Моргая не продравшимися со сна глазами, они присоединились к свистящему клоуну и сразу же принялись играть. Композиция, видимо, была им хорошо известна – они исполняли её не в первый раз, поэтому сразу же влились в концерт. Началось настоящее подземное тюремное представление. Тарелки на барабане оглушительно звенели, туба громыхала, тромбон хрипел, по телу клоуна шлёпали палки, свисток свистел. Долороса положив ногу на ногу и переплетя руки на груди, чему-то задумчиво улыбался.

Мамушка вынул фляжку и больше уже не убирал.

Откуда-то появились женщины с тазами. В тазах лежало постиранное тряпьё. Поставив тазы на пол, женщины принялись танцевать, кружась вблизи клоуна, притоптывая и прихлопывая в ладоши. Мамушка удивился появлению здесь женщин, пусть даже таких, старых и уродливых, но…

– Это тюремные прачки, – наклонившись к уху сыщика, сообщил Долороса.

Мамушка кивнул, будто удовлетворившись ответом. Ему на самом деле показалось, что он всё понял; ничего необычного в этом нет, во всех тюрьмах так заведено: по ночам в казематы приходят тюремные прачки и стирают одежду заключенных. Мундиры охранников стираются в других местах, другими прачками.

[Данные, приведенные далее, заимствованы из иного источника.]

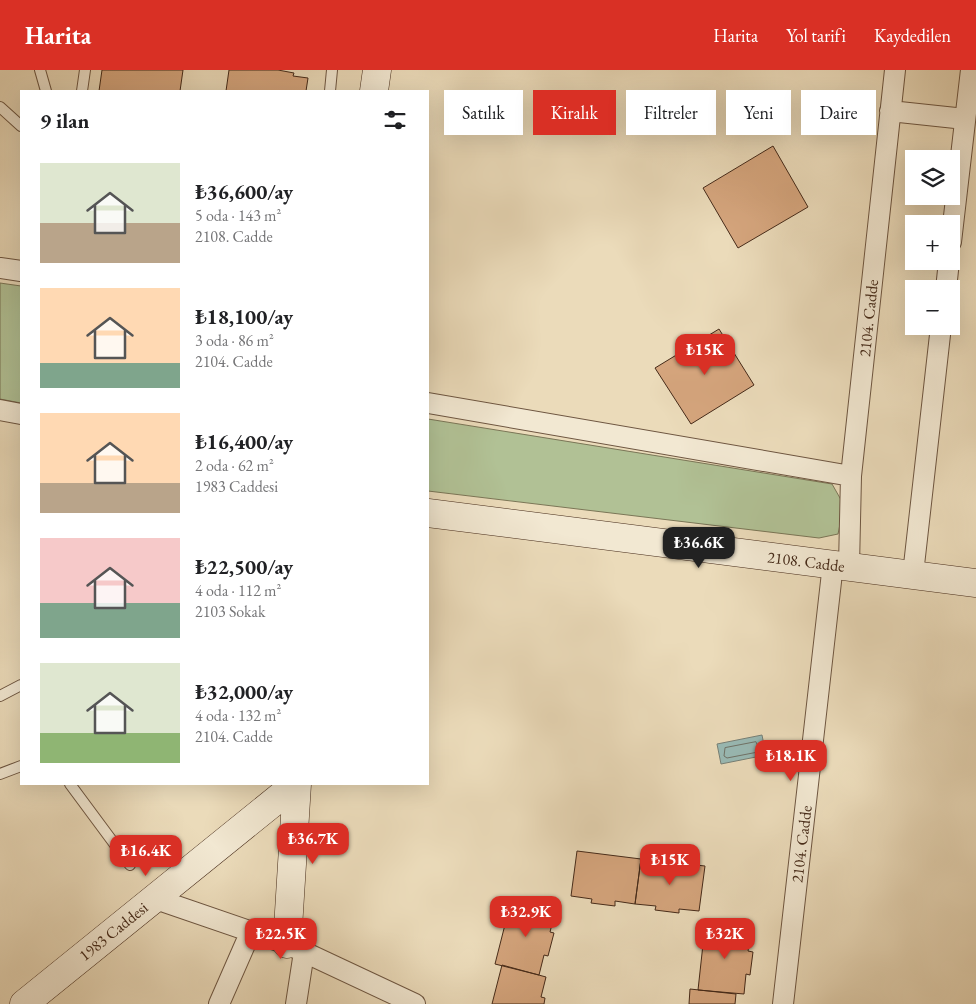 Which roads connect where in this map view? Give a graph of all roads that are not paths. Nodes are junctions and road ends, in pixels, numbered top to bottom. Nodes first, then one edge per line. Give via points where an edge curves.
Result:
1 (40, 70) edge
2 (85, 70) edge
3 (332, 70) edge
4 (377, 70) edge
5 (895, 70) edge
6 (971, 70) edge
7 (46, 90) edge
8 (82, 90) edge
9 (330, 90) edge
10 (374, 90) edge
11 (0, 107) edge
12 (890, 111) junction
13 (966, 120) junction
14 (20, 125) edge
15 (954, 215) edge
16 (0, 268) edge
17 (20, 271) edge
18 (940, 335) edge
19 (429, 403) edge
20 (0, 410) edge
21 (20, 414) edge
22 (851, 476) junction
23 (429, 513) edge
24 (841, 565) junction
25 (913, 574) junction
26 (976, 583) edge
27 (20, 686) edge
28 (0, 696) edge
29 (20, 766) edge
30 (0, 774) edge
31 (71, 785) edge
32 (295, 785) edge
33 (296, 785) edge
34 (130, 865) dead end
35 (153, 898) junction
36 (251, 931) junction
37 (296, 948) junction
38 (383, 997) edge
39 (24, 1004) edge
40 (219, 1004) edge
41 (296, 1004) edge
42 (415, 1004) edge
43 (783, 1004) edge

1 - 7 lane
2 - 8 lane
3 - 9 lane
4 - 10 street
5 - 12 street, 2104. Cadde
6 - 13 street
11 - 14 lane
12 - 13 street
12 - 22 street, 2104. Cadde
13 - 15 street
16 - 17 street
18 - 25 street
19 - 22 street
20 - 21 street
22 - 24 street, 2104. Cadde
23 - 24 street, 2108. Cadde
24 - 25 street, 2108. Cadde
24 - 43 street, 2104. Cadde
25 - 26 street, 2108. Cadde
27 - 28 lane
29 - 30 lane
31 - 34 lane
32 - 35 street, 1983 Caddesi
33 - 37 street
35 - 36 street
35 - 39 street, 1983 Caddesi
36 - 37 street
36 - 40 street
37 - 38 street
37 - 41 street
38 - 42 street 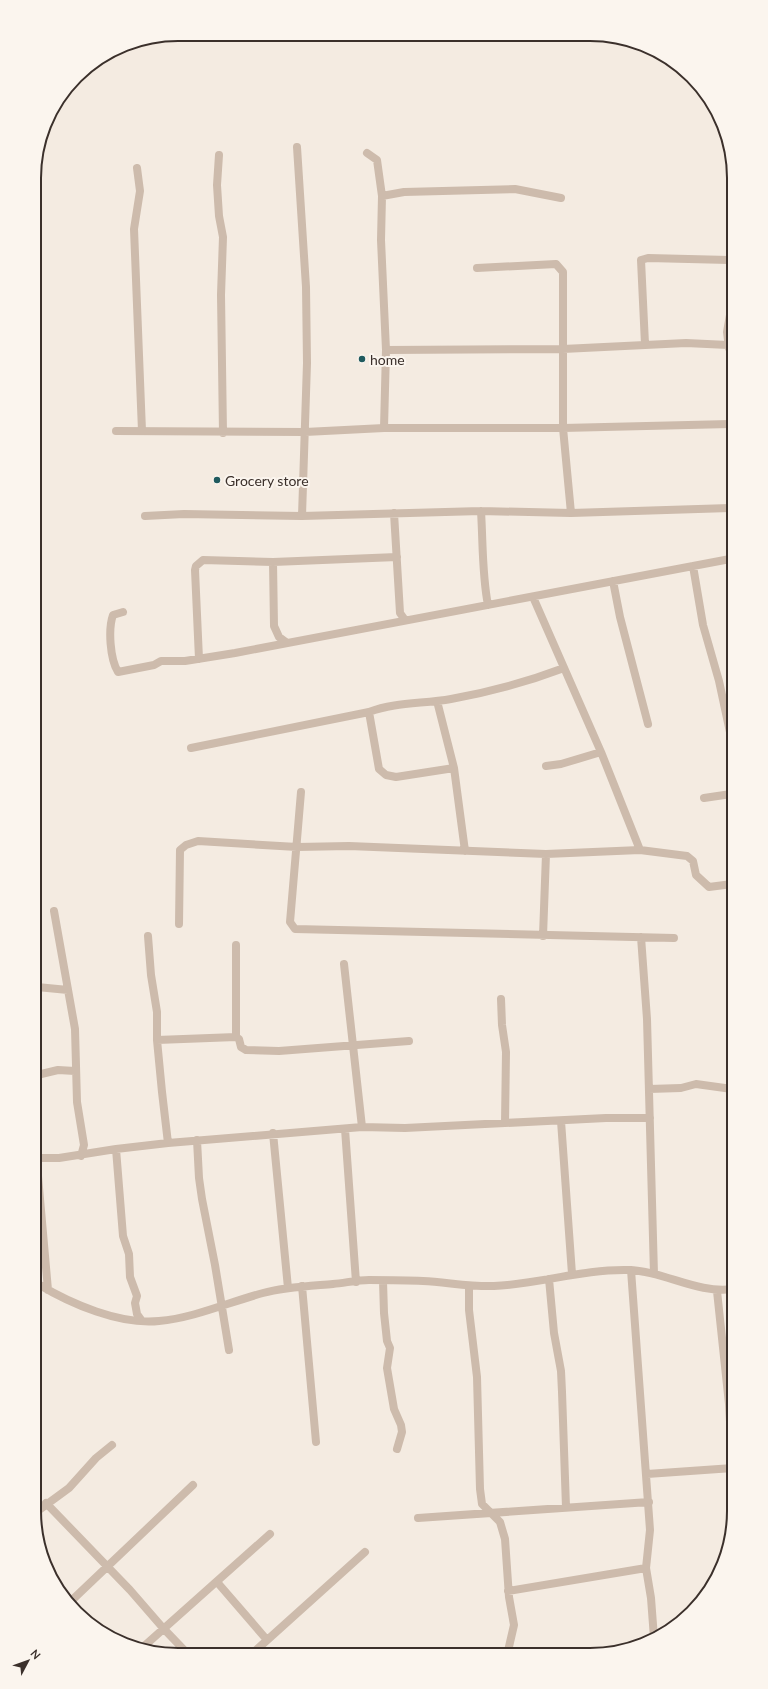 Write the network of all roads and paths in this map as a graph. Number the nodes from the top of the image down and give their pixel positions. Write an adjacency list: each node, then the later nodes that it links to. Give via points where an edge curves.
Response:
1 (297, 148): 19 (street, via 306,287)
2 (367, 153): 5 (street, via 377,160)
3 (219, 154): 18 (street, via 216,185 223,237)
4 (136, 168): 17 (street, via 140,191 134,229)
5 (382, 196): 6 (street, via 404,192 515,189); 12 (street, via 381,240)
6 (560, 198)
7 (727, 260): 9 (street, via 641,260)
8 (477, 268): 11 (street, via 556,264 561,268 564,276)
9 (645, 344): 10 (street); 11 (street)
10 (727, 347)
11 (563, 349): 12 (street); 15 (street)
12 (386, 350): 14 (street)
13 (727, 424): 15 (street)
14 (384, 428): 15 (street); 19 (street)
15 (564, 428): 23 (street)
16 (116, 431): 17 (street)
17 (142, 431): 18 (street)
18 (223, 432): 19 (street)
19 (305, 432): 25 (street)
20 (727, 508): 23 (street)
21 (481, 511): 22 (street); 23 (street); 32 (street, via 484,584)
22 (394, 513): 25 (street); 26 (street)
23 (571, 513)
24 (145, 516): 25 (street)
25 (302, 516)
26 (397, 558): 28 (street); 34 (street, via 400,613)
27 (727, 560): 29 (street)
28 (273, 562): 35 (street, via 274,626 279,637); 36 (street, via 203,560 196,566)
29 (693, 566): 30 (street); 40 (street, via 703,625)
30 (613, 581): 31 (street); 41 (street)
31 (533, 597): 32 (street); 37 (street)
32 (488, 605): 34 (street)
33 (123, 612): 36 (street, via 113,615 111,622 112,650 118,672 154,665 161,661)
34 (405, 620): 35 (street, via 375,628)
35 (287, 643): 36 (street)
36 (200, 659)
37 (564, 668): 38 (street, via 508,686); 43 (street)
38 (437, 701): 39 (street, via 382,707); 45 (street)
39 (369, 712): 42 (street); 45 (street, via 379,769 386,775 396,777)
40 (727, 718)
41 (648, 724)
42 (190, 748)
43 (601, 752): 44 (street); 50 (street)
44 (546, 766)
45 (454, 768): 51 (street)
46 (301, 792): 49 (street)
47 (727, 795): 48 (street)
48 (704, 798)
49 (297, 847): 51 (street, via 349,846); 55 (street, via 198,841 186,844 180,850); 57 (street, via 290,922 295,929)
50 (640, 850): 52 (street); 53 (street, via 687,856 693,861 696,875 709,887)
51 (465, 851): 52 (street)
52 (546, 854): 57 (street)
53 (727, 885)
54 (54, 911): 63 (street)
55 (180, 924)
56 (148, 936): 66 (street, via 157,1012)
57 (543, 936): 58 (street)
58 (641, 937): 59 (street); 72 (street)
59 (674, 938)
60 (236, 945): 65 (street)
61 (344, 964): 68 (street)
62 (41, 987): 63 (street)
63 (68, 990): 69 (street, via 75,1029)
64 (501, 999): 75 (street, via 506,1052)
65 (236, 1037): 66 (street); 68 (street, via 240,1039 241,1047 246,1050 279,1051)
66 (157, 1040): 80 (street)
67 (409, 1041): 68 (street)
68 (352, 1045): 76 (street)
69 (75, 1071): 70 (street, via 58,1070); 81 (street)
70 (41, 1074)
71 (727, 1088): 72 (street, via 696,1084 680,1088)
72 (649, 1089): 73 (street)
73 (650, 1118): 74 (street); 89 (street)
74 (561, 1121): 75 (street); 88 (street)
75 (505, 1123): 76 (street, via 405,1128)
76 (362, 1127): 77 (street)
77 (346, 1129): 78 (street); 92 (street)
78 (273, 1133): 79 (street); 96 (street)
79 (197, 1140): 80 (street); 100 (street, via 199,1178)
80 (168, 1142): 82 (street)
81 (84, 1145): 83 (street); 84 (street)
82 (116, 1148): 83 (street); 101 (street, via 123,1236 129,1254 130,1277 137,1296 137,1314)
83 (93, 1153): 84 (street)
84 (81, 1156): 85 (street)
85 (41, 1158)
86 (41, 1210): 97 (street)
87 (631, 1270): 88 (street); 89 (street); 108 (street)
88 (572, 1274): 90 (street)
89 (654, 1274): 99 (street)
90 (549, 1279): 95 (street, via 494,1286); 112 (street, via 561,1378)
91 (382, 1281): 92 (street); 95 (street, via 423,1281); 106 (street, via 387,1341 390,1348 387,1368 394,1409 402,1432)
92 (356, 1282): 94 (street)
93 (41, 1286): 97 (street)
94 (302, 1286): 96 (street); 104 (street)
95 (469, 1286): 114 (street, via 469,1310 477,1376 480,1490 482,1504)
96 (288, 1288): 100 (street)
97 (48, 1290): 101 (street, via 123,1319)
98 (727, 1290): 99 (street)
99 (717, 1291): 103 (street)
100 (221, 1304): 101 (street, via 161,1321); 102 (street)
101 (142, 1321)
102 (229, 1350)
103 (727, 1385)
104 (316, 1442)
105 (112, 1445): 111 (street, via 96,1458 69,1488)
106 (397, 1449)
107 (727, 1468): 108 (street)
108 (647, 1474): 110 (street)
109 (193, 1485): 118 (street)
110 (649, 1502): 112 (street); 119 (street, via 650,1530)
111 (46, 1503): 113 (street); 118 (street)
112 (566, 1507): 114 (street)
113 (41, 1508)
114 (492, 1513): 115 (street); 121 (street, via 500,1522 505,1539)
115 (418, 1518)
116 (270, 1534): 120 (street)
117 (365, 1552): 125 (street)
118 (108, 1567): 122 (street); 123 (street)
119 (646, 1568): 121 (street); 124 (street)
120 (217, 1582): 123 (street); 125 (street)
121 (508, 1591): 129 (street, via 514,1625)
122 (73, 1599)
123 (162, 1628): 126 (street); 127 (street)
124 (654, 1632)
125 (267, 1640): 128 (street)
126 (146, 1644)
127 (182, 1648)
128 (258, 1648)
129 (509, 1648)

«Вероятно, тюремные прачки – сами из заключённых. Они живут на женской половине тюрьмы. Но если таковой здесь нет (мне всегда казалось, что в Замке Справедливости – исключительно мужская тюрьма), то, видимо, прачки живут где-то поблизости, в черте Замка, или вблизи его периметра, в хижинах», – размышлял Мамушка. Ему показалось, что по пути в Замок он видел какие-то хижины, прилепленные с внешней стороны к замковой стене, хотя трудно было что-то разглядеть в темноте из окошка кареты.

Мастера сделали передышку, которая в большей степени требовалась шуту, нежели им самим (вспотевшим крутоплечим здоровякам, похожим на лесорубов). На самом деле шут уже еле стоял на ногах. Его своевременно подхватили под руки и усадили на табуретку позади оркестра, чтобы он немножко отдохнул. Тяжело дыша на табуретке, клоун издавал протяжный свист. Свистульку из него не вынули. Он старался громко не свистеть, поэтому сдерживал дыхание, как ни трудно это ему приходилось.

 Вспотевшие мастера громко переговаривались, шутили, хмыкали и пили пиво из бутылок. Оркестр тем временем заиграл вальс.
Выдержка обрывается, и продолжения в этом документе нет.